Don't get me wrong msshadow I think any sort of bullying and name calling and violence is wrong. I do not for a second think that any child or parent should put up with it. I just don't think that hitting back is ever the answer.
In the example you gave you talked about how a child was calling your dd 'a spaz'. Now you may see that your ds 'decking' him has resolved the problem but has the child's attitude changed as a result of your child's action? Is the school doing any more to promote positive attitudes towards disability?
And what will your son do if he takes that approach in later life? If he is bullied in the workplace for example?
In my college he would probably get immediately expelled.

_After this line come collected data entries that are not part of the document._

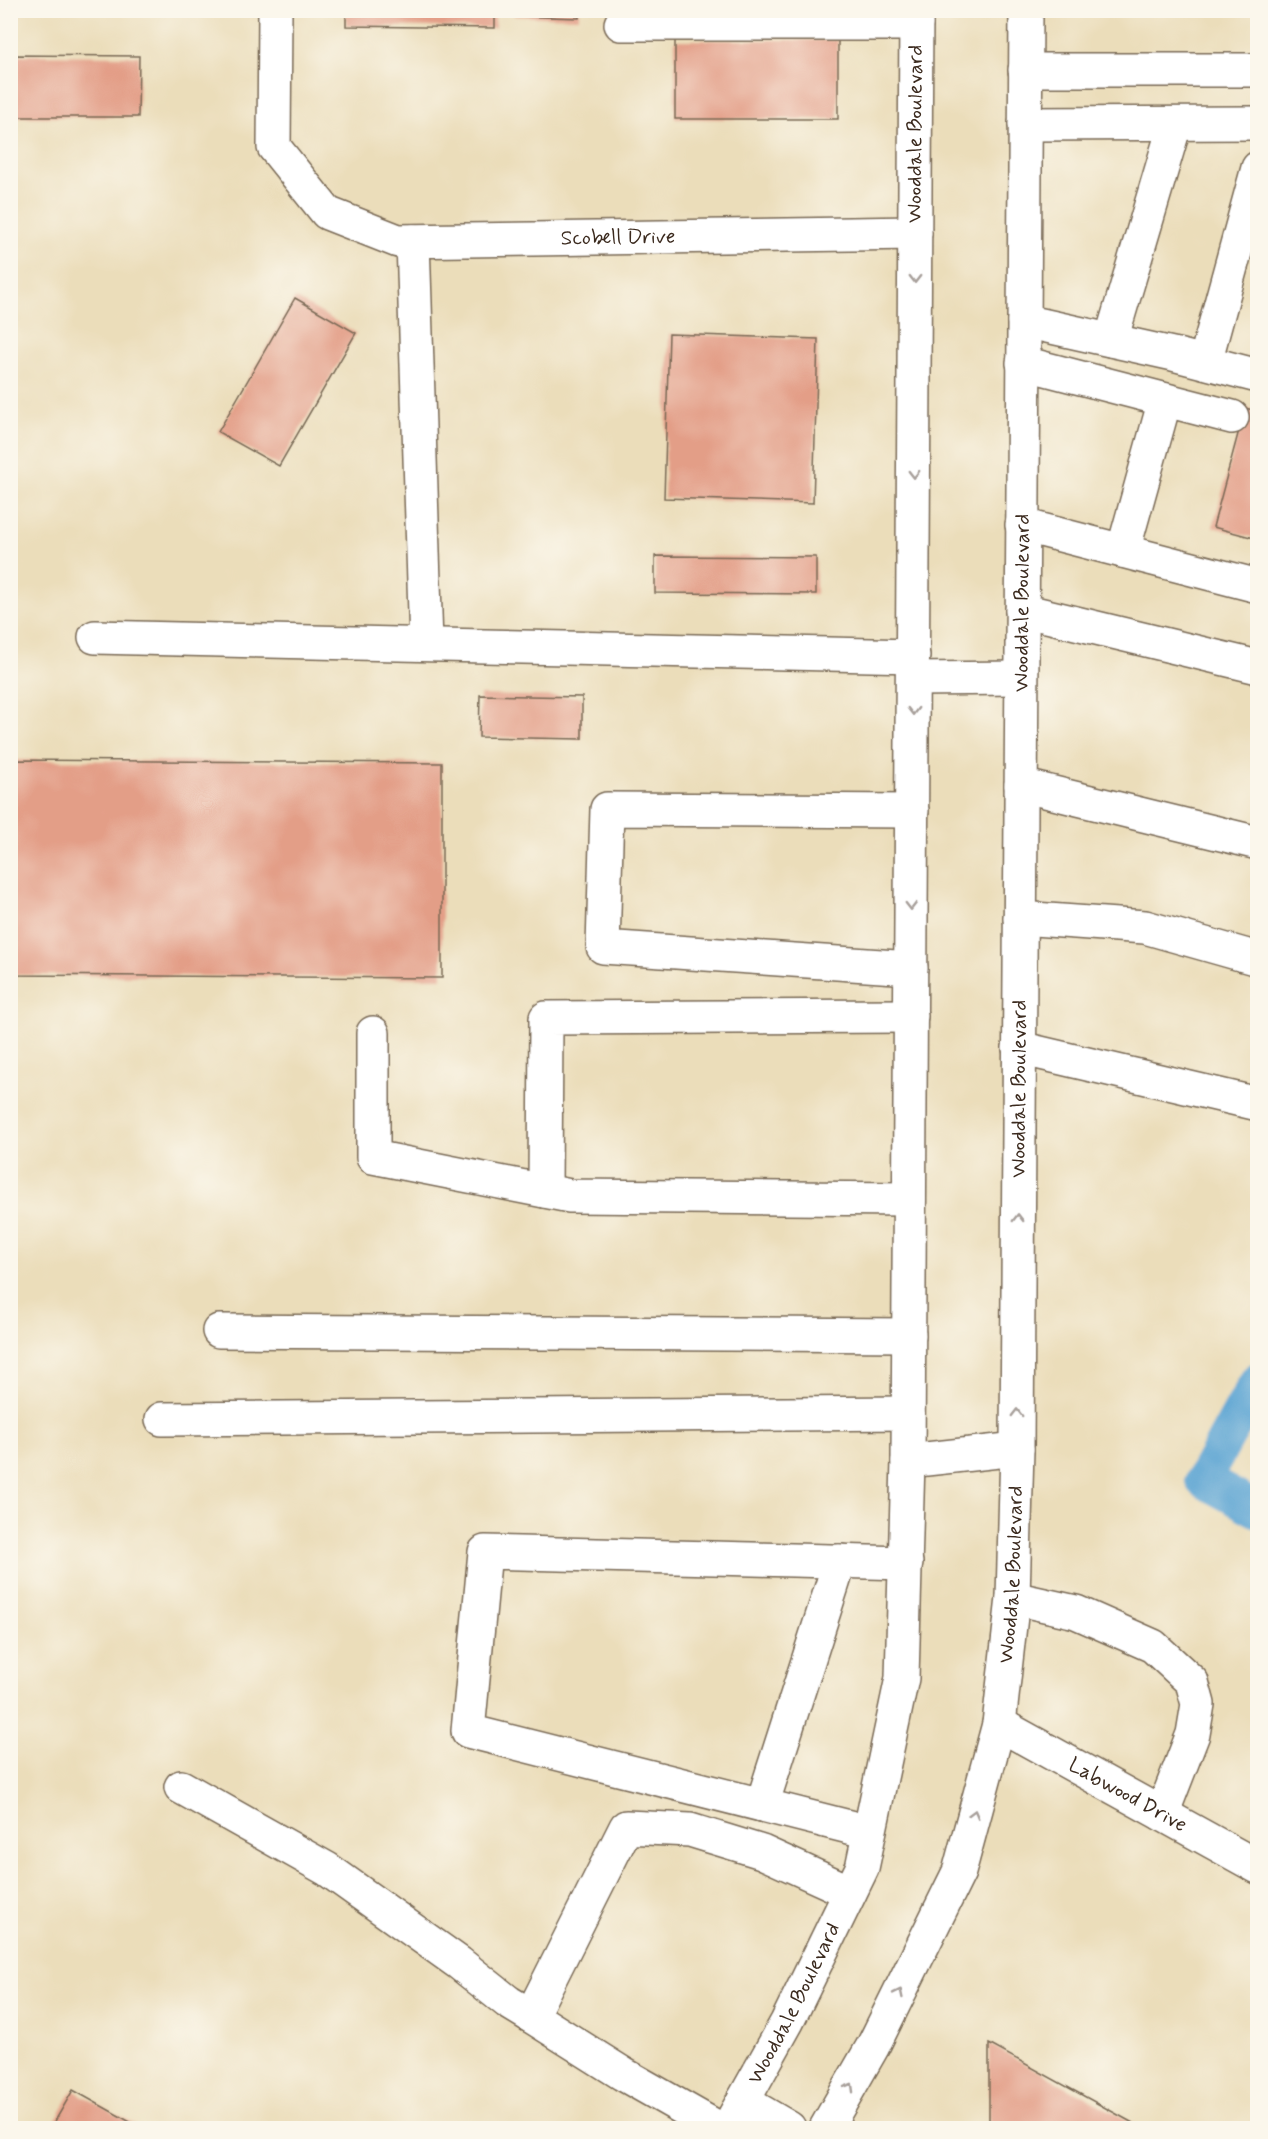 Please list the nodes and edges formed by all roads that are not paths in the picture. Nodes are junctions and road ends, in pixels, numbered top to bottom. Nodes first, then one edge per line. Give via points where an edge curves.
1 (275, 10) edge
2 (1026, 10) edge
3 (916, 17) edge
4 (621, 24) dead end
5 (1025, 70) junction
6 (1257, 70) edge
7 (1257, 123) edge
8 (1025, 124) junction
9 (1175, 124) junction
10 (1257, 168) edge
11 (915, 233) junction
12 (413, 241) junction
13 (1024, 321) junction
14 (1112, 340) junction
15 (1205, 362) junction
16 (1023, 363) junction
17 (1257, 376) edge
18 (1165, 400) junction
19 (1232, 417) dead end
20 (1022, 525) junction
21 (1123, 551) junction
22 (1257, 586) edge
23 (1022, 610) junction
24 (95, 637) dead end
25 (426, 644) junction
26 (913, 667) junction
27 (1257, 667) edge
28 (1022, 678) junction
29 (1021, 785) junction
30 (912, 811) junction
31 (1257, 843) edge
32 (1020, 918) junction
33 (1257, 959) edge
34 (911, 968) junction
35 (911, 1016) junction
36 (373, 1033) dead end
37 (1019, 1048) junction
38 (1257, 1104) edge
39 (545, 1191) junction
40 (909, 1199) junction
41 (219, 1331) dead end
42 (909, 1335) junction
43 (909, 1413) junction
44 (162, 1419) dead end
45 (1017, 1449) junction
46 (908, 1461) junction
47 (840, 1561) junction
48 (906, 1563) junction
49 (1013, 1598) junction
50 (999, 1724) junction
51 (181, 1787) dead end
52 (762, 1805) junction
53 (1162, 1814) junction
54 (869, 1832) junction
55 (1257, 1867) edge
56 (850, 1892) junction
57 (531, 2016) junction
58 (736, 2115) edge
59 (718, 2128) edge
60 (789, 2128) edge
61 (826, 2128) edge

1 - 12 street, Scobell Drive via 274,147 327,213 398,241
2 - 5 street, Wooddale Boulevard
3 - 4 street
3 - 11 street, Wooddale Boulevard
5 - 6 street
5 - 8 street, Wooddale Boulevard
7 - 9 street
8 - 9 street
8 - 13 street, Wooddale Boulevard
9 - 14 street
10 - 15 street
11 - 12 street, Scobell Drive
11 -> 26 street, Wooddale Boulevard
12 - 25 street
13 - 14 street
13 - 16 street, Wooddale Boulevard
14 - 15 street
15 - 17 street
16 - 18 street
16 - 20 street, Wooddale Boulevard
18 - 19 street
18 - 21 street
20 - 21 street
20 - 23 street, Wooddale Boulevard
21 - 22 street
23 - 27 street
23 - 28 street, Wooddale Boulevard
24 - 25 street
25 - 26 street
26 - 28 street
26 -> 30 street, Wooddale Boulevard
28 - 29 street, Wooddale Boulevard
29 - 31 street
29 - 32 street, Wooddale Boulevard
30 -> 34 street, Wooddale Boulevard
30 - 34 street via 607,809 603,947
32 - 33 street via 1145,927
32 - 37 street, Wooddale Boulevard
34 - 35 street, Wooddale Boulevard
35 - 39 street via 546,1018
35 - 40 street, Wooddale Boulevard
36 - 39 street via 373,1157
37 - 38 street
45 -> 37 street, Wooddale Boulevard
39 - 40 street via 570,1196
40 - 42 street, Wooddale Boulevard
41 - 42 street
42 - 43 street, Wooddale Boulevard
43 - 44 street
43 - 46 street, Wooddale Boulevard
45 - 46 street
45 - 49 street, Wooddale Boulevard
46 - 48 street, Wooddale Boulevard
47 - 48 street
47 - 52 street
47 - 52 street via 485,1552 468,1731
48 - 54 street, Wooddale Boulevard via 902,1678
49 - 50 street, Wooddale Boulevard
49 - 53 street via 1076,1612 1154,1646 1192,1682 1198,1704 1193,1734
50 - 53 street, Labwood Drive
61 -> 50 street, Wooddale Boulevard via 873,2046 958,1872
51 - 57 street via 327,1869
52 - 54 street
53 - 55 street, Labwood Drive
54 - 56 street, Wooddale Boulevard via 862,1868
56 - 57 street via 762,1852 690,1830 626,1827
56 - 58 street, Wooddale Boulevard via 787,2022
57 - 59 street
58 - 60 street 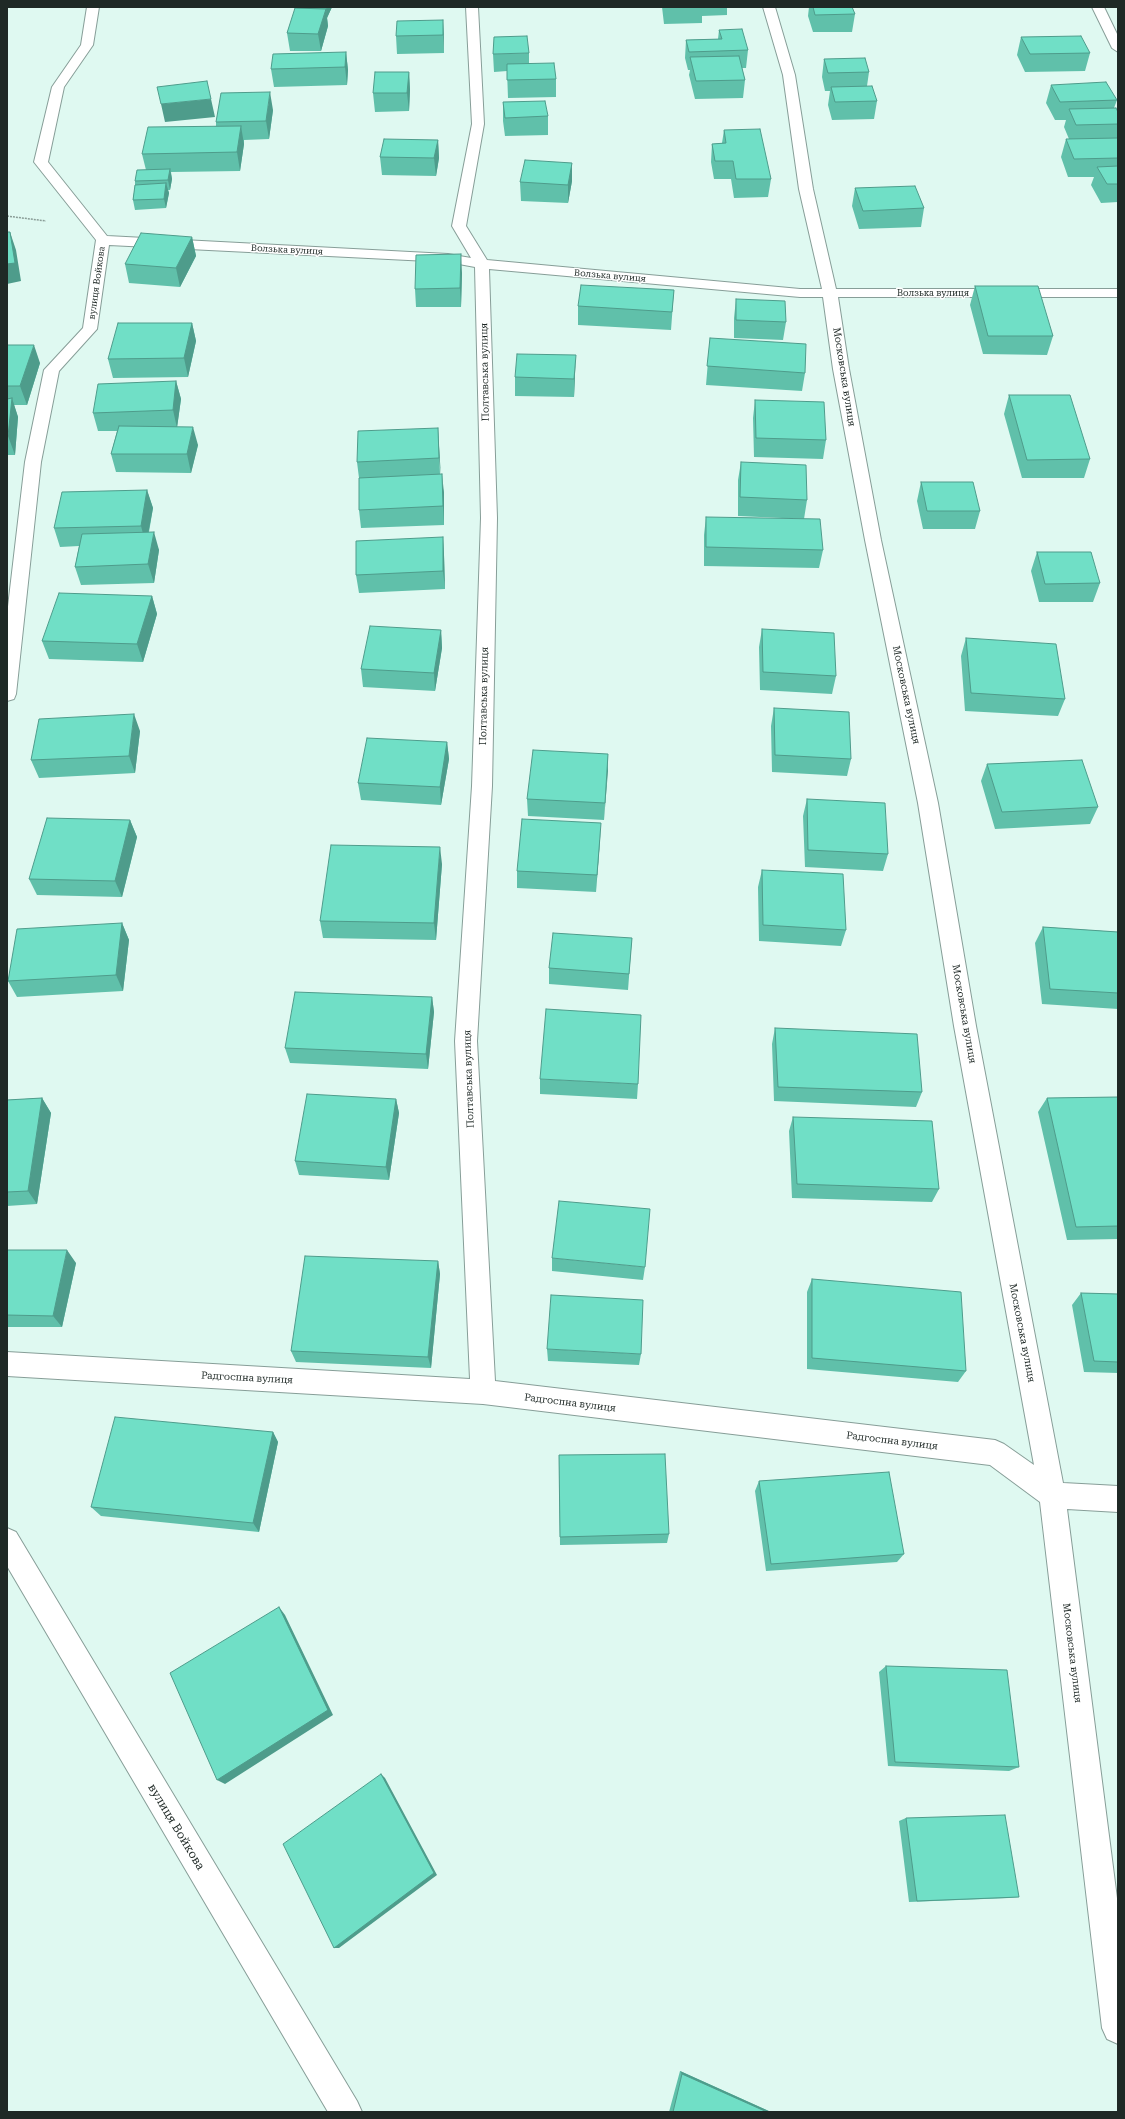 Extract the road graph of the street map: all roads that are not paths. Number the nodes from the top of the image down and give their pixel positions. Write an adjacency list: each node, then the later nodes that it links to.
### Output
1 (93, 7): 6 (street, вулиця Войкова)
2 (472, 7): 7 (street, Полтавська вулиця)
3 (770, 7): 8 (street, Московська вулиця)
4 (1098, 7): 5 (street)
5 (1118, 48)
6 (103, 240): 7 (street, Волзька вулиця); 10 (street, вулиця Войкова)
7 (482, 264): 8 (street, Волзька вулиця); 12 (street, Полтавська вулиця)
8 (830, 292): 9 (street, Волзька вулиця); 13 (street, Московська вулиця)
9 (1118, 293)
10 (7, 694)
11 (7, 1364): 12 (street, Радгоспна вулиця)
12 (483, 1392): 13 (street, Радгоспна вулиця)
13 (1052, 1495): 14 (street); 16 (street, Московська вулиця)
14 (1118, 1498)
15 (7, 1541): 17 (street, вулиця Войкова)
16 (1118, 2028)
17 (346, 2112)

And while occasionally I hear about these cases where X kid stood up to Y kid who was the school bully and Y kid automatically learned the error of his ways and stopped being a bully (especially in story books of a certain era) I've never actually seen this happen in 10+ years as a teacher.
What I have seen is X hits Y, Y hits X and there's a fight. Both x and y deny instigating the fight. Parents of each child back up their own child and so on.
I've also seen a case where Y started carrying a knife (for protection!!?) and got automatically exluded from school as a result.
And plenty of cases where when Y stands up to X, Y gets his mates on the case or waits till X gets off the bus and so on.
While a parent may be acting out of good if misguide intentions advising their child to hit back is very, very, rarely going to solve the problem of a bully and almost always exacerbate it.
And, as I say, in perpetuating violence it undermines the school (and probably your own message at home) in terms of how children should learn to manage conflcit.